Anglicare’s 2019 Jobs Availability Snapshot also found that entry-level jobs made up just 10 per cent of all vacancies across Australia, down from 14 per cent last year. When records began back in 2006, entry level jobs were 22 per cent of all vacancies.

AnglicareSA CEO Peter Sandeman said that unemployment and underemployment levels are dire in SA, where the job market is failing those who need the most help to find work.

“With the ongoing decline in low-skill, entry-level jobs down to just one in 10 of those advertised, there’s little doubt the job market is failing those with the most significant barriers to employment,” he said.

“We’re talking about people who didn’t finish year 12, people living with disability or mental illness, or those who have lost their jobs later in life. On average it takes these people five years to find work, and as the snapshot shows, the situation in SA is particularly tough.”

Entry-level, low-skilled job seekers in Tasmania and South Australia are doing it especially tough | Source: Jobs Availability Snapshot 2019, Anglicare Australia

For more than a decade, Tim Turner has volunteered in various roles including at charitable organisations as a retail assistant, receptionist and helping others with food and housing.

The 24-year-old said that despite recently completing a Certificate 3 in Retail and applying for up to 20 jobs a fortnight, he has never in his life had paid work.

“It’s ridiculously tough out there for some young people, especially when you have no qualifications or previous paid experience,” he said.

“I’m trying to stay optimistic – and hopefully having a Cert 3 will better my chances.

“My partner and I are about to have our first child so I guess I’m lucky we have a home. But we barely have anything after covering the rent and other basic supplies we need.”

24-year-old Tim applies for around 20 jobs a fortnight, so far without any luck.

Evidence from the Anglicare Jobs Availability Snapshot shows a staggering almost 1.9 million people like Tim across Australia are either unemployed or underemployed – with underemployment up four per cent compared to 2018.

To make matters worse, people with higher qualifications are working in lower skilled jobs, putting more pressure on entry-level job seekers’ ability to compete.

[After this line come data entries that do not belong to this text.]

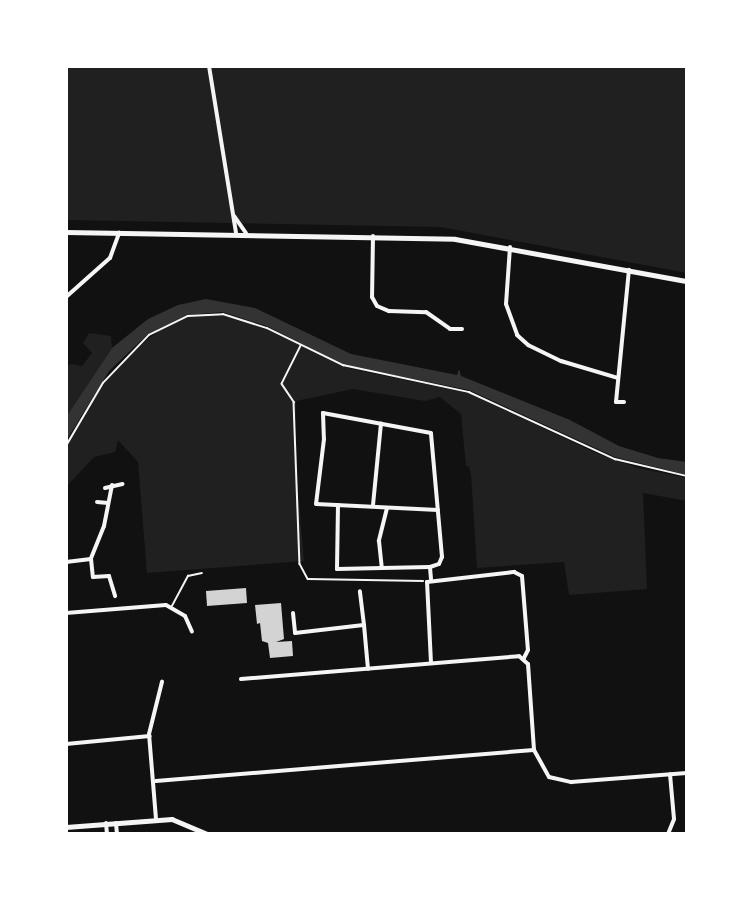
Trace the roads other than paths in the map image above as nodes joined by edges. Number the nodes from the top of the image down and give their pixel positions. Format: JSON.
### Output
{"nodes":[{"id":1,"x":209,"y":66,"type":"edge"},
{"id":2,"x":232,"y":213,"type":"junction"},
{"id":3,"x":66,"y":232,"type":"edge"},
{"id":4,"x":119,"y":233,"type":"junction"},
{"id":5,"x":236,"y":233,"type":"junction"},
{"id":6,"x":246,"y":233,"type":"junction"},
{"id":7,"x":373,"y":236,"type":"junction"},
{"id":8,"x":510,"y":246,"type":"junction"},
{"id":9,"x":629,"y":269,"type":"junction"},
{"id":10,"x":687,"y":281,"type":"edge"},
{"id":11,"x":66,"y":297,"type":"edge"},
{"id":12,"x":462,"y":329,"type":"dead end"},
{"id":13,"x":618,"y":378,"type":"junction"},
{"id":14,"x":624,"y":402,"type":"dead end"},
{"id":15,"x":381,"y":423,"type":"junction"},
{"id":16,"x":123,"y":484,"type":"dead end"},
{"id":17,"x":112,"y":485,"type":"junction"},
{"id":18,"x":105,"y":488,"type":"dead end"},
{"id":19,"x":97,"y":502,"type":"dead end"},
{"id":20,"x":108,"y":503,"type":"junction"},
{"id":21,"x":338,"y":505,"type":"junction"},
{"id":22,"x":373,"y":506,"type":"junction"},
{"id":23,"x":387,"y":508,"type":"junction"},
{"id":24,"x":438,"y":510,"type":"junction"},
{"id":25,"x":91,"y":559,"type":"junction"},
{"id":26,"x":66,"y":562,"type":"edge"},
{"id":27,"x":430,"y":567,"type":"junction"},
{"id":28,"x":382,"y":568,"type":"junction"},
{"id":29,"x":202,"y":573,"type":"dead end"},
{"id":30,"x":429,"y":580,"type":"junction"},
{"id":31,"x":360,"y":591,"type":"dead end"},
{"id":32,"x":115,"y":596,"type":"dead end"},
{"id":33,"x":172,"y":607,"type":"junction"},
{"id":34,"x":66,"y":613,"type":"edge"},
{"id":35,"x":293,"y":613,"type":"dead end"},
{"id":36,"x":364,"y":625,"type":"junction"},
{"id":37,"x":192,"y":632,"type":"dead end"},
{"id":38,"x":524,"y":658,"type":"junction"},
{"id":39,"x":431,"y":663,"type":"junction"},
{"id":40,"x":368,"y":669,"type":"junction"},
{"id":41,"x":241,"y":679,"type":"dead end"},
{"id":42,"x":162,"y":682,"type":"dead end"},
{"id":43,"x":149,"y":735,"type":"junction"},
{"id":44,"x":66,"y":744,"type":"edge"},
{"id":45,"x":534,"y":750,"type":"junction"},
{"id":46,"x":687,"y":773,"type":"edge"},
{"id":47,"x":670,"y":774,"type":"junction"},
{"id":48,"x":156,"y":781,"type":"junction"},
{"id":49,"x":156,"y":819,"type":"junction"},
{"id":50,"x":116,"y":822,"type":"junction"},
{"id":51,"x":106,"y":823,"type":"junction"},
{"id":52,"x":66,"y":827,"type":"edge"},
{"id":53,"x":107,"y":834,"type":"edge"},
{"id":54,"x":117,"y":834,"type":"edge"},
{"id":55,"x":207,"y":834,"type":"edge"},
{"id":56,"x":668,"y":834,"type":"edge"}],
"edges":[{"from":1,"to":2,"type":"street"},
{"from":2,"to":5,"type":"street"},
{"from":2,"to":6,"type":"street"},
{"from":3,"to":4,"type":"main road"},
{"from":4,"to":5,"type":"main road"},
{"from":4,"to":11,"type":"street"},
{"from":5,"to":6,"type":"main road"},
{"from":6,"to":7,"type":"main road"},
{"from":7,"to":8,"type":"main road"},
{"from":7,"to":12,"type":"street"},
{"from":8,"to":9,"type":"main road"},
{"from":8,"to":13,"type":"street"},
{"from":9,"to":10,"type":"main road"},
{"from":9,"to":13,"type":"street"},
{"from":13,"to":14,"type":"street"},
{"from":15,"to":21,"type":"street"},
{"from":15,"to":22,"type":"street"},
{"from":15,"to":24,"type":"street"},
{"from":16,"to":17,"type":"street"},
{"from":17,"to":18,"type":"street"},
{"from":17,"to":20,"type":"street"},
{"from":19,"to":20,"type":"street"},
{"from":20,"to":25,"type":"street"},
{"from":21,"to":22,"type":"street"},
{"from":21,"to":28,"type":"street"},
{"from":22,"to":23,"type":"street"},
{"from":23,"to":24,"type":"street"},
{"from":23,"to":28,"type":"street"},
{"from":24,"to":27,"type":"street"},
{"from":25,"to":26,"type":"street"},
{"from":25,"to":32,"type":"street"},
{"from":27,"to":28,"type":"street"},
{"from":27,"to":30,"type":"street"},
{"from":29,"to":33,"type":"lane"},
{"from":30,"to":38,"type":"street"},
{"from":30,"to":39,"type":"street"},
{"from":31,"to":36,"type":"street"},
{"from":33,"to":34,"type":"street"},
{"from":33,"to":37,"type":"street"},
{"from":35,"to":36,"type":"street"},
{"from":36,"to":40,"type":"street"},
{"from":38,"to":39,"type":"street"},
{"from":38,"to":45,"type":"street"},
{"from":39,"to":40,"type":"street"},
{"from":40,"to":41,"type":"street"},
{"from":42,"to":43,"type":"street"},
{"from":43,"to":44,"type":"street"},
{"from":43,"to":48,"type":"street"},
{"from":45,"to":47,"type":"street"},
{"from":45,"to":48,"type":"street"},
{"from":46,"to":47,"type":"street"},
{"from":47,"to":56,"type":"street"},
{"from":48,"to":49,"type":"street"},
{"from":49,"to":50,"type":"street"},
{"from":49,"to":55,"type":"street"},
{"from":50,"to":51,"type":"street"},
{"from":50,"to":54,"type":"street"},
{"from":51,"to":52,"type":"street"},
{"from":51,"to":53,"type":"street"}]}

“While we’re currently enjoying exciting times for highly profitable industries in SA, particularly in defence, space and the arts, we need to make sure our state progresses without leaving the most vulnerable behind,” Mr Sandeman said.

“We must do more than just sit and wait for jobs – often ones which require specific skill sets, qualifications and experience – to be generated by international business investment.

“Particularly in Adelaide’s north and other areas where we provide support services, unemployment and underemployment will continue to increase social and economic disadvantage.

“If we’re serious about supporting people and families and building strong and sustainable communities, we need to create opportunities for job seekers at all skill levels – rather than forcing competition for jobs that just aren’t there.”

People with higher qualifications are working in lower skilled jobs, putting more pressure on entry-level job seekers.

National Jobs Availability Snapshot 2019 Key Findings

The Snapshot found that across Australia:

  • More than 704,700 people are unemployed
  • More than 1.16 million people are underemployed (4% increase compared to 2018)
  • Almost 100,000 job seekers are only qualified for entry-level jobs
  • Of the 174,000 job vacancies advertised, only 18,200 (10%) were entry-level jobs (4% reduction compared to 2018)
  • Nationally, there are just over 5 job seekers competing for every entry-level job
  • In SA, there are 9.1 job seekers competing for every entry-level job

The Job Availability Snapshot, released today during Anti-Poverty Week, highlights the real and present effects of disadvantage, vulnerability and joblessness across SA.

“We must support, empower and uplift those who need it most – and by doing so, we can profoundly impact all South Australians.

“The need for change is urgent. If we don’t fix this broken system, we could witness the human tragedy of lifelong poverty in our country, which is supposedly economically wealthy.”